The women later said that the soldiers broke down the door, did not speak or produce a warrant, and began searching: “The police told me that I had to enter the car immediately. I told them that I could not leave the children alone in the house. They forcibly pushed me into the police car, and took the children from their beds.”

The other article, which appeared a few weeks earlier, told of Dr. David Matar, a resident of Efrat. He’d been called for reserve duty, as he’d been many times in the past fifteen years, but this time he would not be showing up.

“I’m willing to stand trial, and I can no longer serve in the IDF due to the government policy of disengagement,” he said. “The word ‘disengagement’ is simply a euphemism for the forced expulsion of some 8,000 Jews from their homes in Gush Katif and northern Shomron. The army has received an order to declare war on a group of innocent and loyal citizens, to define them as a target and an enemy, and to break into their homes in order to expel men, women and children.

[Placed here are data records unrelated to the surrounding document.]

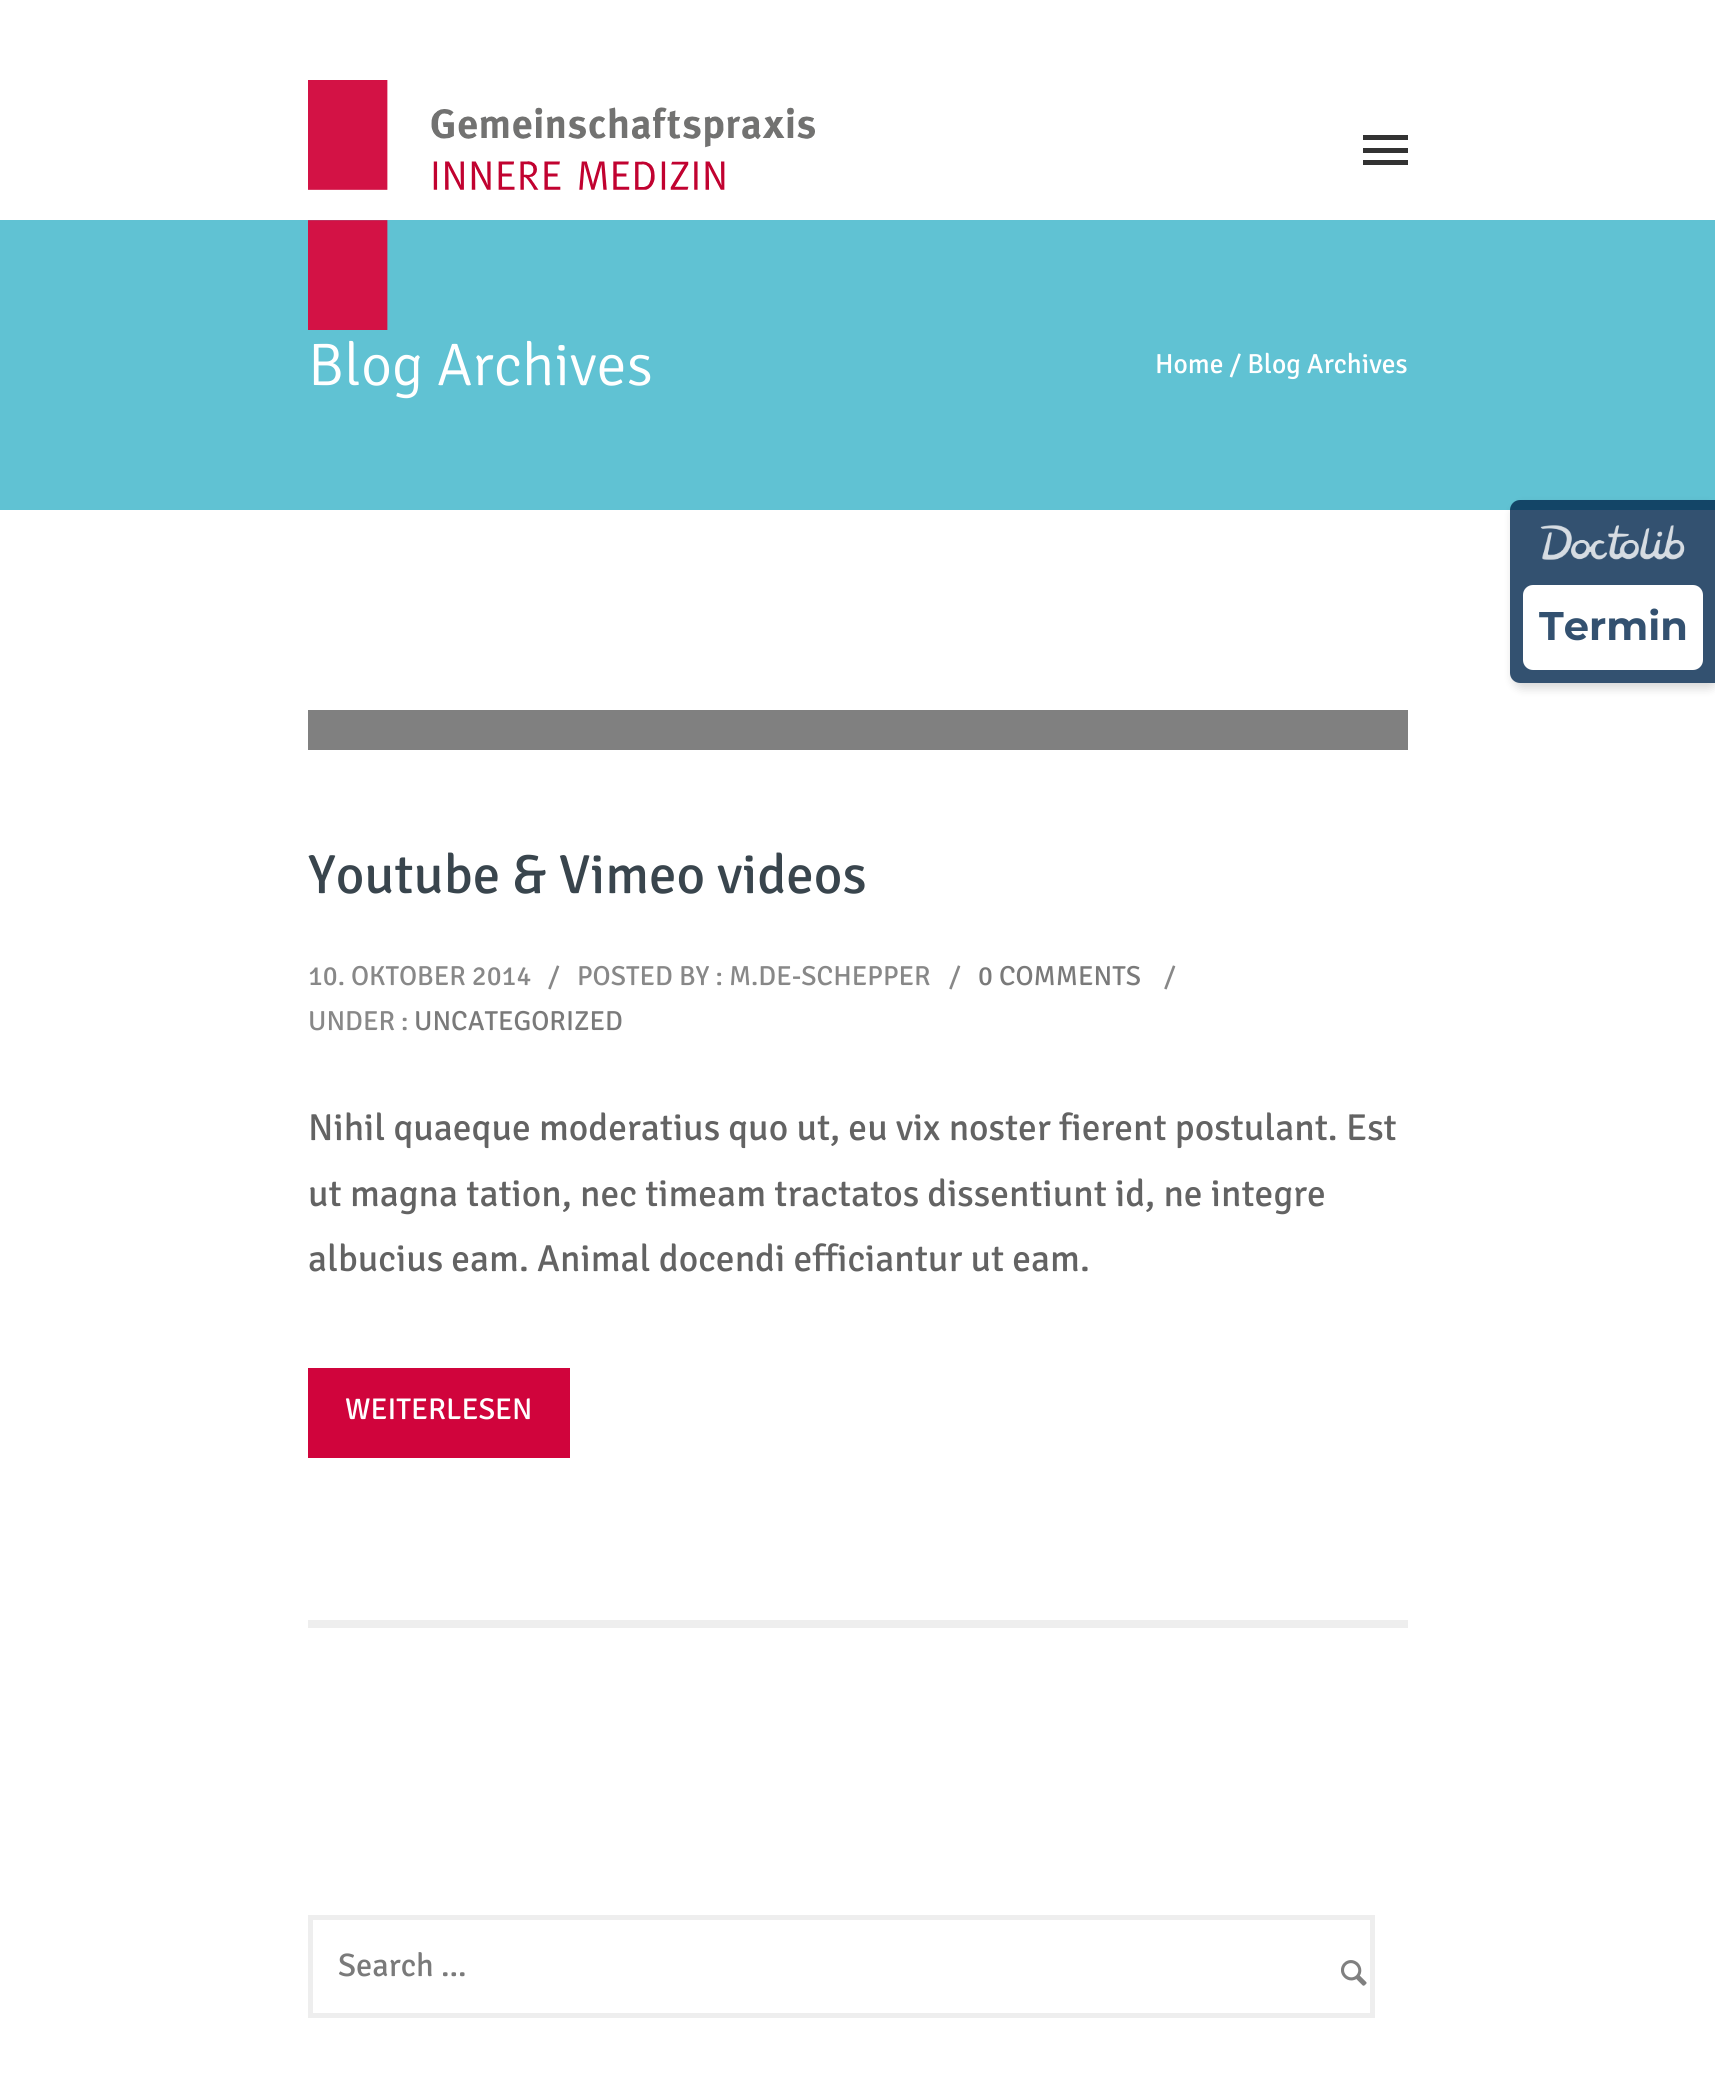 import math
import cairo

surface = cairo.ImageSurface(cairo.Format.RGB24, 1715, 2100)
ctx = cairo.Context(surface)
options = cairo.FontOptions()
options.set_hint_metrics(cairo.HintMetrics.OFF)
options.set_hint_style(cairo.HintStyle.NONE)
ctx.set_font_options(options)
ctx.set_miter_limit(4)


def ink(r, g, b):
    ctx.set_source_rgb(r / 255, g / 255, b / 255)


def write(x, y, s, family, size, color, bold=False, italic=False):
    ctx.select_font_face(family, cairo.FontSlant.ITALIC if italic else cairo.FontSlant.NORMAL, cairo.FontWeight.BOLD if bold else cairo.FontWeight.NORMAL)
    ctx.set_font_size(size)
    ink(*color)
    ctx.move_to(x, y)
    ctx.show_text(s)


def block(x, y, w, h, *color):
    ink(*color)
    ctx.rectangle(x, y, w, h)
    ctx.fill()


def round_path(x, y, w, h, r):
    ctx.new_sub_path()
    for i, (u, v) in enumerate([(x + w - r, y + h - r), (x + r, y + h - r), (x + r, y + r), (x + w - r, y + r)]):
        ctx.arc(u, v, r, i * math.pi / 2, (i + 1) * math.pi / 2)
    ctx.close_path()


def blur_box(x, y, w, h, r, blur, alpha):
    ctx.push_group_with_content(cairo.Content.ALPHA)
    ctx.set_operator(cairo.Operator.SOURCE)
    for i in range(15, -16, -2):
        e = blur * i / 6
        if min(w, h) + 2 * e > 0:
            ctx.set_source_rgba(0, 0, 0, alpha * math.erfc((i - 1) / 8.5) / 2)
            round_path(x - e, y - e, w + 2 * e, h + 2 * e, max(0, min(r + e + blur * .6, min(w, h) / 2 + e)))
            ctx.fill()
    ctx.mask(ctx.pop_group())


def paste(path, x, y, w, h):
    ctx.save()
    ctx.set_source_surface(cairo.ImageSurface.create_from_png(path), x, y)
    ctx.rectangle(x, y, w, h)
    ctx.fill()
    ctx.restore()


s1 = dict(family="Signika Light", size=60, color=(255, 255, 255))
s2 = dict(family="Signika", size=27.5, color=(255, 255, 255))
s3 = dict(family="Signika", size=55, color=(57, 69, 77))
s4 = dict(family="Signika", size=27.5, color=(136, 136, 136))
s5 = dict(family="Signika", size=27.5, color=(122, 122, 122))
s6 = dict(family="Signika", size=37.5, color=(99, 99, 99))
s7 = dict(family="Signika", size=30, color=(255, 255, 255))
s8 = dict(family="Signika", size=32.5, color=(122, 122, 122))
s9 = dict(family="Montserrat", size=40, color=(51, 81, 112), bold=True)

ink(255, 255, 255)
ctx.paint()
block(0, 220, 1715, 290, 96, 194, 211)
paste("pic1.png", 308, 80, 507, 250)
block(1363, 135, 45, 5, 50, 50, 50)
block(1363, 148, 45, 5, 50, 50, 50)
block(1363, 160, 45, 5, 50, 50, 50)
write(308, 385, "Blog Archives", **s1)
write(1155, 373, "Home / Blog Archives", **s2)
block(308, 710, 1100, 40, 128, 128, 128)
write(308, 893, "Youtube & Vimeo videos", **s3)
write(308, 985, "10. OKTOBER 2014", **s4)
write(548, 985, "/", **s4)
write(577, 985, "POSTED BY : M.DE-SCHEPPER", **s4)
write(949, 985, "/", **s4)
write(978, 985, "0 COMMENTS", **s5)
write(1164, 985, "/", **s4)
write(308, 1030, "UNDER :", **s4)
write(414, 1030, "UNCATEGORIZED", **s5)
write(308, 1140, "Nihil quaeque moderatius quo ut, eu vix noster fierent postulant. Est", **s6)
write(308, 1206, "ut magna tation, nec timeam tractatos dissentiunt id, ne integre", **s6)
write(308, 1271, "albucius eam. Animal docendi efficiantur ut eam.", **s6)
block(308, 1368, 262, 90, 208, 4, 60)
write(345, 1419, "WEITERLESEN", **s7)
block(308, 1620, 1100, 8, 238, 238, 238)
ctx.rectangle(310.5, 1917.5, 1062, 98)
ctx.set_line_width(5)
ctx.stroke()
write(338, 1976, "Search ...", **s8)
paste("pic2.png", 1341, 1960, 26, 26)
ctx.save()
ctx.set_fill_rule(cairo.FillRule.EVEN_ODD)
ctx.new_path()
ctx.move_to(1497, 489)
ctx.line_to(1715, 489)
ctx.line_to(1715, 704)
ctx.line_to(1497, 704)
ctx.close_path()
ctx.move_to(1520, 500)
ctx.line_to(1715, 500)
ctx.line_to(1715, 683)
ctx.line_to(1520, 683)
ctx.curve_to(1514.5, 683, 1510, 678.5, 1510, 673)
ctx.line_to(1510, 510)
ctx.curve_to(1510, 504.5, 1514.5, 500, 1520, 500)
ctx.close_path()
ctx.clip()
ink(0, 0, 0)
blur_box(1513, 505, 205, 183, 10, 5, 0.16)
ctx.restore()
ctx.set_source_rgba(0, 0.149, 0.298, 0.8)
ctx.new_path()
ctx.move_to(1520, 500)
ctx.line_to(1715, 500)
ctx.line_to(1715, 683)
ctx.line_to(1520, 683)
ctx.curve_to(1514.5, 683, 1510, 678.5, 1510, 673)
ctx.line_to(1510, 510)
ctx.curve_to(1510, 504.5, 1514.5, 500, 1520, 500)
ctx.close_path()
ctx.fill()
paste("pic3.png", 1540, 525, 145, 35)
ink(255, 255, 255)
round_path(1523, 585, 180, 85, 10)
ctx.fill()
write(1539, 640, "Termin", **s9)
surface.write_to_png("screenshot.png")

“This is combat in every sense, with planned violence by the security forces against Jewish citizens. It will easily deteriorate into catastrophes such as occurred in the Altalena. These are blatantly illegal orders, and it is forbidden to carry them out. The Israel Defense Force is designed to protect the People of Israel and the Land of Israel, and to fight the Arab enemy – and not our Jewish brothers.”

Dr. Matar also explained that, as a religious man, he could not accept orders that would force him to choose between his fundamental religious beliefs regarding the Torah commandments to settle the Land of Israel and his loyalty to the state and the army.

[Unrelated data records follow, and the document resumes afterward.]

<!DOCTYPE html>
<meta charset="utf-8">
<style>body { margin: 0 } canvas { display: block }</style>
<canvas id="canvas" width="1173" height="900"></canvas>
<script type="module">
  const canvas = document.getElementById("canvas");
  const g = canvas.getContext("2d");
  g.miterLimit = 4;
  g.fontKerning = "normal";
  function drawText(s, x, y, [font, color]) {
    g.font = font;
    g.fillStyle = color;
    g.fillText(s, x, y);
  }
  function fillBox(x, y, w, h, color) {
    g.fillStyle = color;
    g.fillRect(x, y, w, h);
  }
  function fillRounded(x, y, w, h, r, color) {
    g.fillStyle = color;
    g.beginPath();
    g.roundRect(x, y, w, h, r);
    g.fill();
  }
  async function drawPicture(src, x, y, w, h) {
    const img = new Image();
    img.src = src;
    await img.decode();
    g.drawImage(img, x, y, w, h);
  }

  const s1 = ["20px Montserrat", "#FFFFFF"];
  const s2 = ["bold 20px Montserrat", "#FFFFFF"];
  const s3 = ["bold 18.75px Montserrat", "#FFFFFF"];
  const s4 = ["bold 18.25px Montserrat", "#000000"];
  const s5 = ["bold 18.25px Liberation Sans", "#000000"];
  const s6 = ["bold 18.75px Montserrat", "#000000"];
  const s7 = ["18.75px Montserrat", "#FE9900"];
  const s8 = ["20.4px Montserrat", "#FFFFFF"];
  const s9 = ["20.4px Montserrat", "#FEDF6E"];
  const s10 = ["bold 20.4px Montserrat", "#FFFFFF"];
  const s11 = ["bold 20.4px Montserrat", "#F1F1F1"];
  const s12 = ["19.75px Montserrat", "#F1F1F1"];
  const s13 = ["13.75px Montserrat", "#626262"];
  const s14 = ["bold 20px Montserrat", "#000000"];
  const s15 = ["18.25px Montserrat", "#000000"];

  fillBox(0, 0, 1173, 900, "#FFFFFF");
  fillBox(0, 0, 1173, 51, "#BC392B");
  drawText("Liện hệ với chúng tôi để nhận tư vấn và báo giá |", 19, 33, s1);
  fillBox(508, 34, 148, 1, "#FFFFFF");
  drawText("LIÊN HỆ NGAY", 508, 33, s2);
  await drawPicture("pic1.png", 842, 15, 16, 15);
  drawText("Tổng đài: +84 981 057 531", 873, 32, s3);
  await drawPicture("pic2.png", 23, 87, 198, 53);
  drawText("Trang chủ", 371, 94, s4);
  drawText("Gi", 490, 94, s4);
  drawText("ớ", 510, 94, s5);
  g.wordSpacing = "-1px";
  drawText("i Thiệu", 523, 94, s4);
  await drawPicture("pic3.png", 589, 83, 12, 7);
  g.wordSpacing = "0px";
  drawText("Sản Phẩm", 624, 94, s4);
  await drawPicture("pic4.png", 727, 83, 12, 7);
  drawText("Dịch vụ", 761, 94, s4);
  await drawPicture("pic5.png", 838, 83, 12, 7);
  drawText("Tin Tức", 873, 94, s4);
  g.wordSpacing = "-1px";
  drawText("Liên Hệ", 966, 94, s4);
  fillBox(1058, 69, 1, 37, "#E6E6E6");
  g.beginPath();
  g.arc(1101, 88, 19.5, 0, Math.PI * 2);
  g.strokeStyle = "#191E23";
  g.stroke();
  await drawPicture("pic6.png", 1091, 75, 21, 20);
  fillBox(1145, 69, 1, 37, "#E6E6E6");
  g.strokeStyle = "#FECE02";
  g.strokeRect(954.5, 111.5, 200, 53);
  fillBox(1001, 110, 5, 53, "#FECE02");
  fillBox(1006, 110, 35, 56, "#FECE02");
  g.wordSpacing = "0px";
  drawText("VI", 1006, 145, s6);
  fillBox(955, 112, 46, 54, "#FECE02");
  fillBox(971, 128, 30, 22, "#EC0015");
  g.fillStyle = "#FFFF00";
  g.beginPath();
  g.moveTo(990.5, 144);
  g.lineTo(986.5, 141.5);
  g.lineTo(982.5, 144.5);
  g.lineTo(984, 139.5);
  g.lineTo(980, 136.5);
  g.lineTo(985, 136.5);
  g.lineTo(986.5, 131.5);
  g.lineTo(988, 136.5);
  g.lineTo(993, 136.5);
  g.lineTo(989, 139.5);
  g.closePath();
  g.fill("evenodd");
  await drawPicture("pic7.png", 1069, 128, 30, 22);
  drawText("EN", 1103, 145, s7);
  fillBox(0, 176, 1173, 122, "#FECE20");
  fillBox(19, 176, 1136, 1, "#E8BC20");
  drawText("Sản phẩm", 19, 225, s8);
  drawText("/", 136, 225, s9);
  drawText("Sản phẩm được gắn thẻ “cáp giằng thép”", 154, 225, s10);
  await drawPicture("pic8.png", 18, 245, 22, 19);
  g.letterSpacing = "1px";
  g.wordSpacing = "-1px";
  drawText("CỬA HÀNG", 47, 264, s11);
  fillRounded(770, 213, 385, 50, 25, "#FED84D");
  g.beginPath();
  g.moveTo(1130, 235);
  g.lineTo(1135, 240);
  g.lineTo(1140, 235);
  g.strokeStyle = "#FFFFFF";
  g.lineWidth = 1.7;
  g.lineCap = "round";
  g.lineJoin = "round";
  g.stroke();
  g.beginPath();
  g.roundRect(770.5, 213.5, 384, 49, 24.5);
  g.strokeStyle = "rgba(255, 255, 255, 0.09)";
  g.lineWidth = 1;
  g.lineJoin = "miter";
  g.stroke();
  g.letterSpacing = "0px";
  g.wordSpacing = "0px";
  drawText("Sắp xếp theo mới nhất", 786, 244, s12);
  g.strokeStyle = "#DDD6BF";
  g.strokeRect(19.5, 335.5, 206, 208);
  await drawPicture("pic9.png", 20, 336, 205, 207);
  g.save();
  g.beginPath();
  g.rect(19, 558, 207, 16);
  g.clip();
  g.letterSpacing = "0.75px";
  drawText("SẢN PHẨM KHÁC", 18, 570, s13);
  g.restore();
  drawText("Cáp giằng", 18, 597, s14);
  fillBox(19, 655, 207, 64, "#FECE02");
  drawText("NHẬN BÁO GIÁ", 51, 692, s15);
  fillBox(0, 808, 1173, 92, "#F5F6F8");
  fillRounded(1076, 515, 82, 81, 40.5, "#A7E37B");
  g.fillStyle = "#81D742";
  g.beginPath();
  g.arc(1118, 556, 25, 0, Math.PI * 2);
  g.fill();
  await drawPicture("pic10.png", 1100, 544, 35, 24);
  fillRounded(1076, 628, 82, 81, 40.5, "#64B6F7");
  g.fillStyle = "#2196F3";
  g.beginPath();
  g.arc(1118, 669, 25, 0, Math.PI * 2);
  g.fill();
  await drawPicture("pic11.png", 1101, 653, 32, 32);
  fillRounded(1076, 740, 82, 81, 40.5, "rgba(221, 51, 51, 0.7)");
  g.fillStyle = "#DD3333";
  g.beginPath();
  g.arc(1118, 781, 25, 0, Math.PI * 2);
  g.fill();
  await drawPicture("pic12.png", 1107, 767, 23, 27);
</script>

How are religious Zionists supposed to react to these new stories? What conclusions should we reach? The people mentioned in the above stories undoubtedly would call themselves religious Zionists. But when you accuse your government of abuse and refuse to serve in its armed forces, how can you at the same time look at that same government with pride and refer to it as the beginning of the final redemption?

What happens if your officer in the army tells you to expel Jews from their homes? Answers Rav Shapira, the former chief rabbi of Israel and elder statesman and rav of religious Zionism today: “Soldiers and policemen should even now inform their commanders that just as they would not follow orders to violate the Sabbath or to eat non-kosher food, so they will refuse to uproot Jews from their homes. This is against Jewish law and one is prohibited from listening.”